Democrats Have Bad Case of the Blues

Nov 5, 2004

By TOM RAUM


WASHINGTON - After losing back-to-back presidential elections, Democratic leaders are trying to figure out how to make the party more relevant to mainstream Americans and keep it from slipping into perpetual minority-party status.

And the task is daunting, many Democratic consultants and leaders agree.

Republicans have cut deeply into formerly Democratic areas in rural America, the Sunbelt, and among Hispanics, the nation's fastest-growing minority group. They have made gains on "family values" issues, winning over social conservatives who previously voted Democratic on economic issues, while keeping their advantage on national defense.

"We were on a tough playing field," said House Minority Leader Nancy Pelosi, D-Calif., suggesting Republicans had made inroads among socially conservative former Democrats by emphasizing "wedge issues" like gay marriage and abortion.

Ballot measures in 11 states to ban gay marriage also helped boost turnout for Republicans.

Democrats also have no strong leader to pull the party out of the wilderness.

With the defeat of Senate Minority Leader Tom Daschle of South Dakota, the party's top two congressional leaders are Pelosi, a San Francisco-area liberal, and Nevada Sen. Harry Reid, now the No. 2 leader, known mostly as a low-key insider.

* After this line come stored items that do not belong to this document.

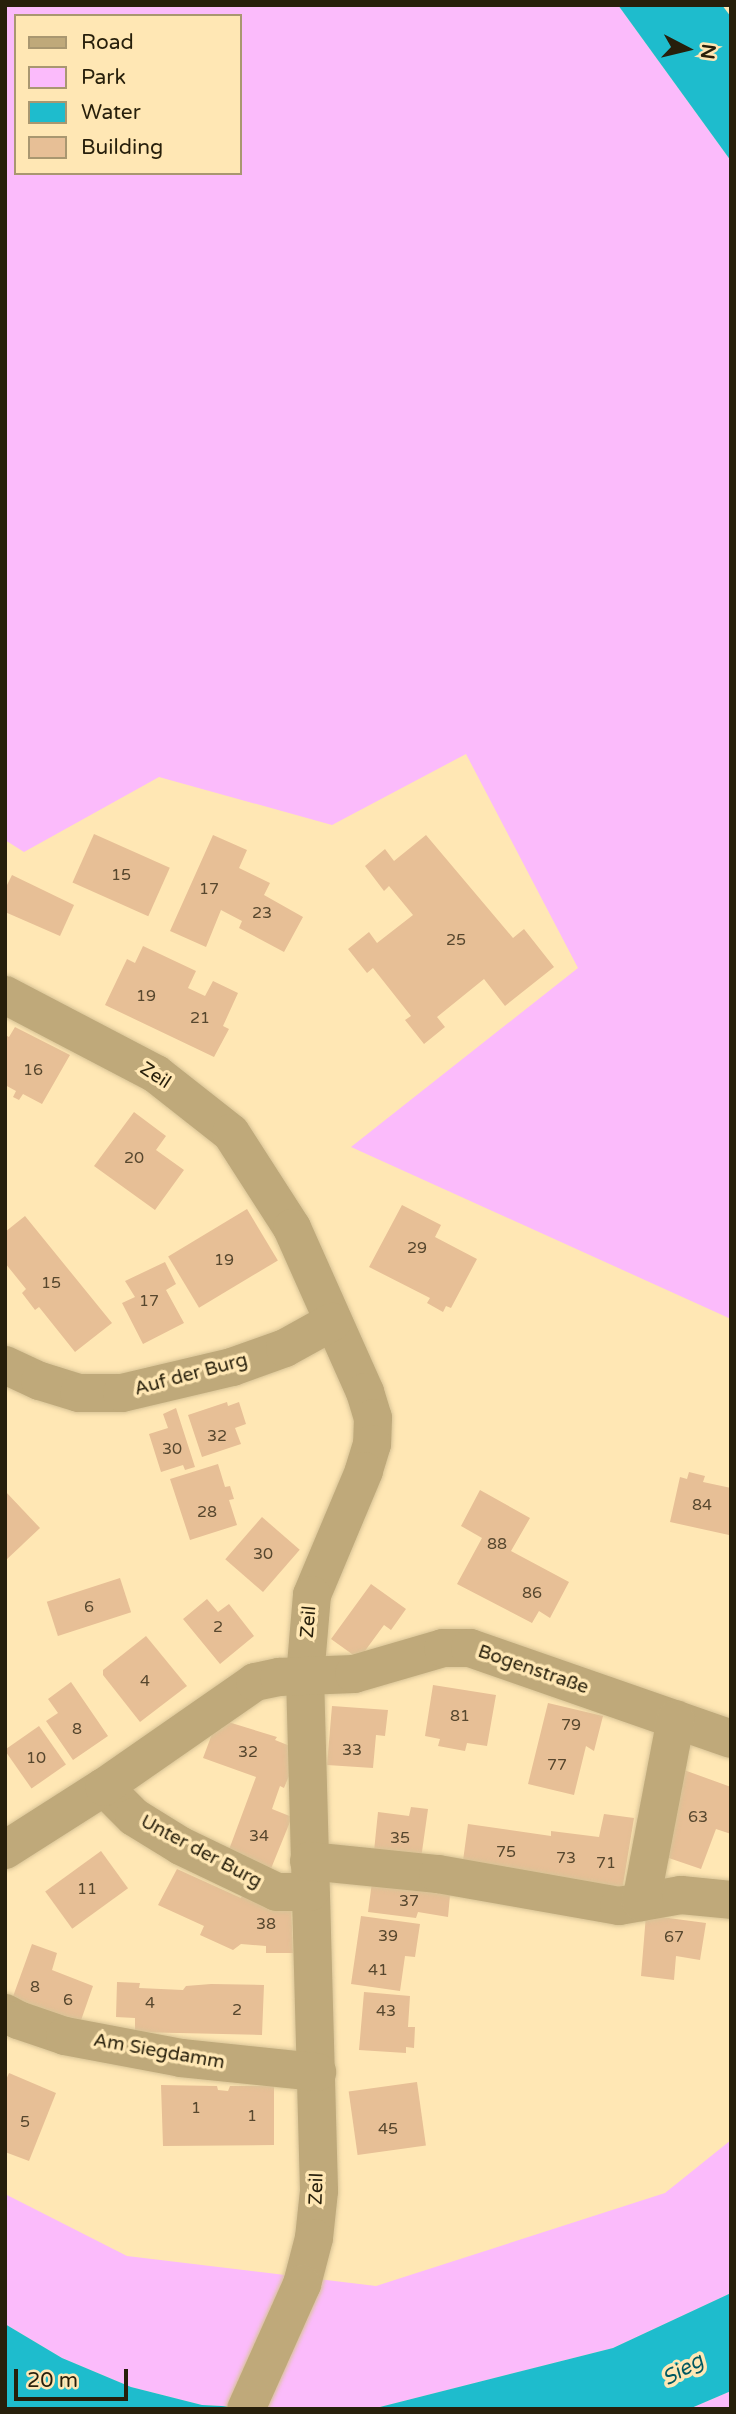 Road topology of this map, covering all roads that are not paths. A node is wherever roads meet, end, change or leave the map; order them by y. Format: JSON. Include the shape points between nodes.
{"nodes":[{"id":1,"x":5,"y":996,"type":"edge"},
{"id":2,"x":332,"y":1322,"type":"junction"},
{"id":3,"x":5,"y":1365,"type":"edge"},
{"id":4,"x":305,"y":1676,"type":"junction"},
{"id":5,"x":676,"y":1719,"type":"junction"},
{"id":6,"x":728,"y":1729,"type":"edge"},
{"id":7,"x":104,"y":1787,"type":"junction"},
{"id":8,"x":5,"y":1850,"type":"edge"},
{"id":9,"x":310,"y":1876,"type":"junction"},
{"id":10,"x":731,"y":1900,"type":"edge"},
{"id":11,"x":641,"y":1902,"type":"junction"},
{"id":12,"x":5,"y":2013,"type":"edge"},
{"id":13,"x":317,"y":2072,"type":"junction"},
{"id":14,"x":246,"y":2409,"type":"edge"}],
"edges":[{"from":1,"to":2,"type":"street","name":"Zeil","via":[[156,1074],[231,1133],[292,1228]]},
{"from":2,"to":3,"type":"street","name":"Auf der Burg","via":[[285,1348],[232,1367],[122,1393],[79,1394]]},
{"from":2,"to":4,"type":"street","name":"Zeil","via":[[365,1392],[373,1418],[372,1444],[312,1595]]},
{"from":4,"to":5,"type":"street","name":"Bogenstraße","via":[[354,1674],[443,1648],[470,1648]]},
{"from":4,"to":7,"type":"street","via":[[255,1682]]},
{"from":4,"to":9,"type":"street","name":"Zeil"},
{"from":5,"to":6,"type":"street","name":"Bogenstraße"},
{"from":5,"to":11,"type":"street"},
{"from":7,"to":8,"type":"street"},
{"from":7,"to":9,"type":"street","name":"Unter der Burg","via":[[134,1817],[181,1846],[277,1892]]},
{"from":9,"to":11,"type":"street","via":[[438,1874],[619,1906]]},
{"from":9,"to":13,"type":"street","name":"Zeil"},
{"from":10,"to":11,"type":"street","via":[[681,1895]]},
{"from":12,"to":13,"type":"street","name":"Am Siegdamm","via":[[65,2036],[181,2058]]},
{"from":13,"to":14,"type":"street","name":"Zeil","via":[[319,2191],[314,2238],[302,2284]]}]}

For 2008, the presumptive leading presidential candidates are New York Sen. Hillary Rodham Clinton, a Northeastern centrist and one of the most polarizing figures in American politics, and North Carolina Sen. John Edwards, a trial lawyer and failed vice presidential candidate with little public service besides six years in Congress.

Democrats have a bad case of the blues after seeing so much red.

A look at the 2004 election map with states President Bush won in red and John Kerry's in blue underscores the dilemma.

Unbroken stretches of red nearly from coast to coast, encompassing most of the heartland, the South, the Great Plains, the desert Southwest and the Rocky Mountain West. Blue states are mostly a fringe along both coasts - the Northeastern seaboard and the West Coast states of California, Oregon and Washington - along with some of the industrial states bordering the Great Lakes.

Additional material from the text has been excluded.